Combine

Javadoc Javadoc


A user-defined CombineFn may be applied to combine all elements in a PCollection (global combine) or to combine all elements associated with each key.

While the result is similar to applying a GroupByKey followed by aggregating values in each Iterable, there is an impact on the code you must write as well as the performance of the pipeline. Writing a ParDo that counts the number of elements in each value would be very straightforward. However, as described in the execution model, it would also require all values associated with each key to be processed by a single worker. This introduces a lot of communication overhead. Using a CombineFn requires the code be structured as an associative and commumative operation. But, it allows the use of partial sums to be precomputed.

See more information in the Beam Programming Guide.

Examples

Example 1: Global combine Use the global combine to combine all of the elements in a given PCollection into a single value, represented in your pipeline as a new PCollection containing one element. The following example code shows how to apply the Beam-provided sum combine function to produce a single sum value for a PCollection of integers.

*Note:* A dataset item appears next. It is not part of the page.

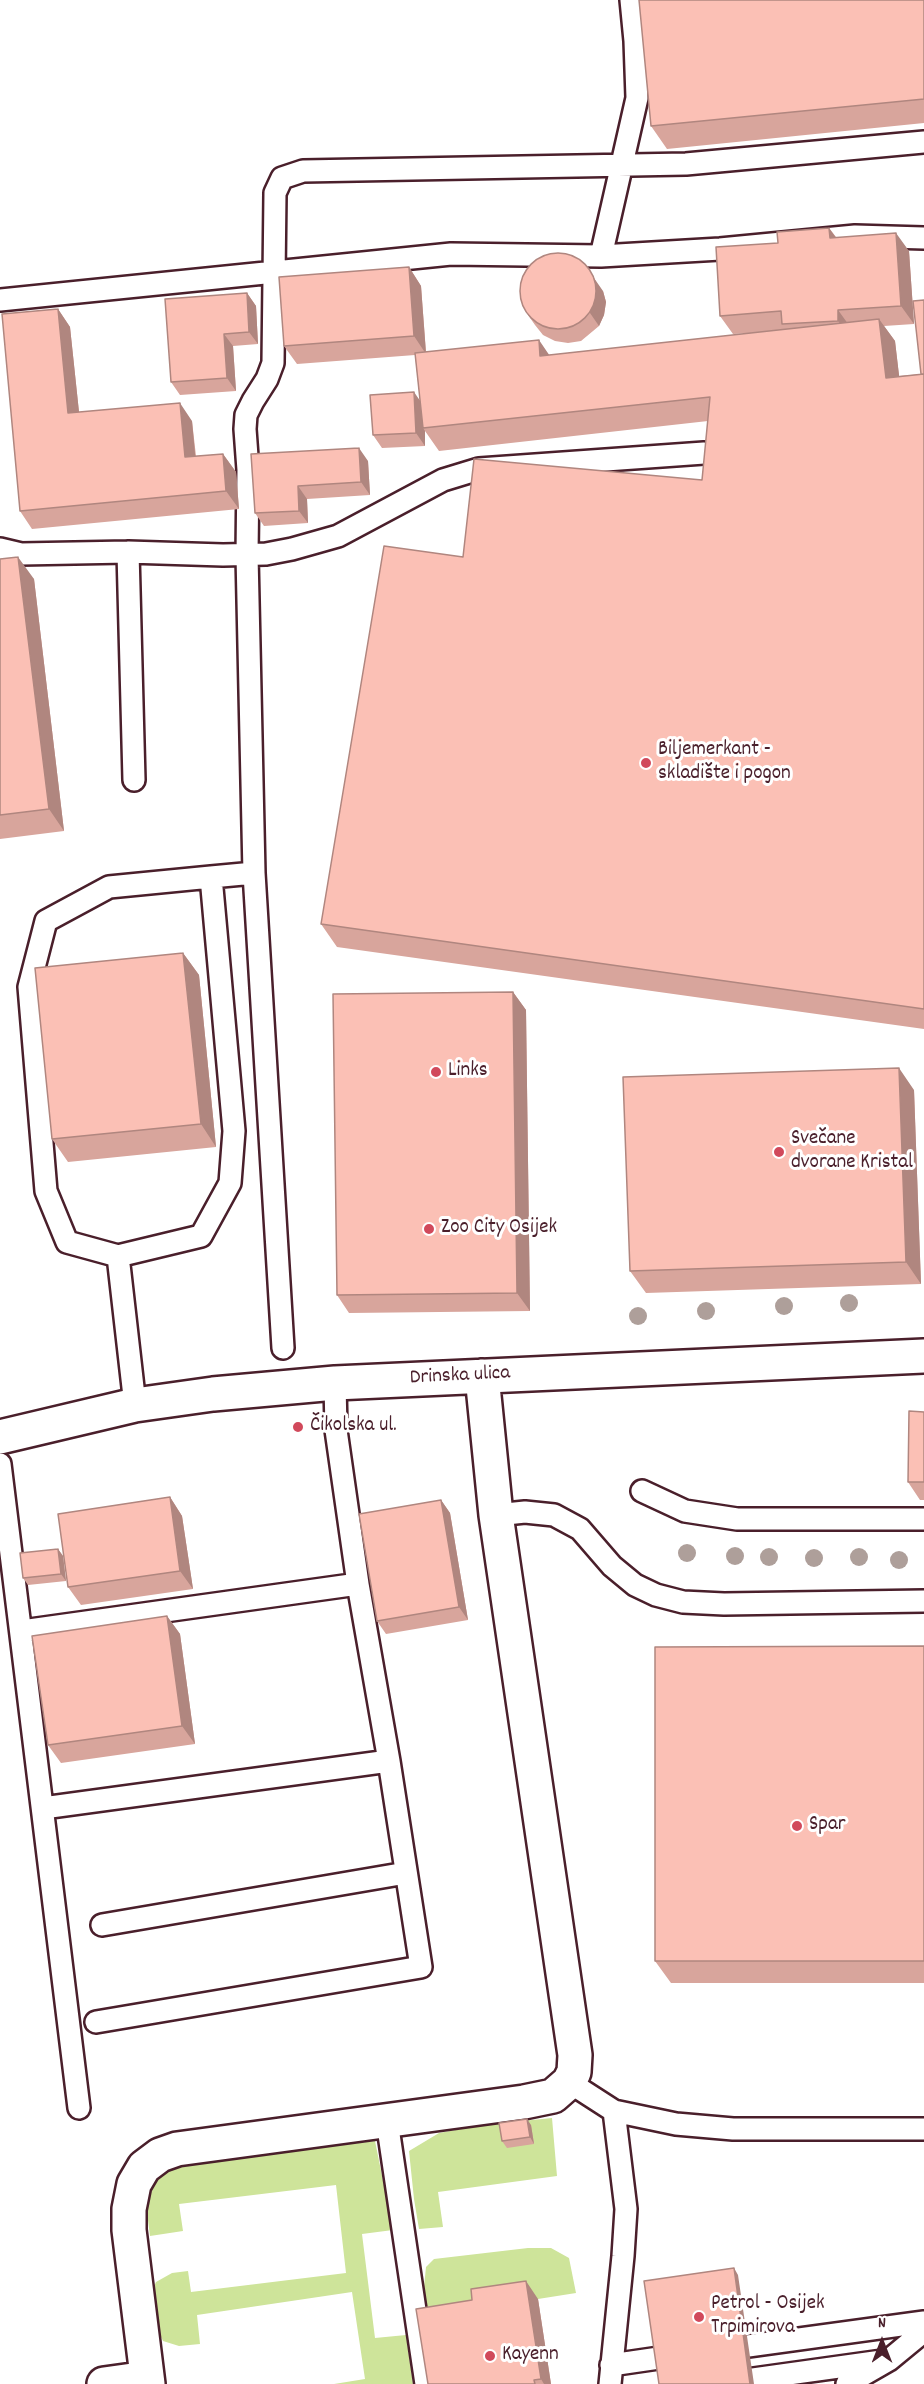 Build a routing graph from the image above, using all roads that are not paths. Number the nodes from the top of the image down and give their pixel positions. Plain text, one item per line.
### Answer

// Sum.SumIntegerFn() combines the elements in the input PCollection. The resulting PCollection, called sum,
// contains one value: the sum of all the elements in the input PCollection.
PCollection<Integer> pc = ...;
PCollection<Integer> sum = pc.apply(
   Combine.globally(new Sum.SumIntegerFn()));

Example 2: Keyed combine Use a keyed combine to to combine all of the values associated with each key into a single output value for each key. As with the global combine, the function passed to a keyed combine must be associative and commutative.

// PCollection is grouped by key and the Double values associated with each key are combined into a Double.
PCollection<KV<String, Double>> salesRecords = ...;
PCollection<KV<String, Double>> totalSalesPerPerson =
  salesRecords.apply(Combine.<String, Double, Double>perKey(
    new Sum.SumDoubleFn()));
// The combined value is of a different type than the original collection of values per key. PCollection has
// keys of type String and values of type Integer, and the combined value is a Double.
PCollection<KV<String, Integer>> playerAccuracy = ...;
PCollection<KV<String, Double>> avgAccuracyPerPlayer =
  playerAccuracy.apply(Combine.<String, Integer, Double>perKey(
    new MeanInts())));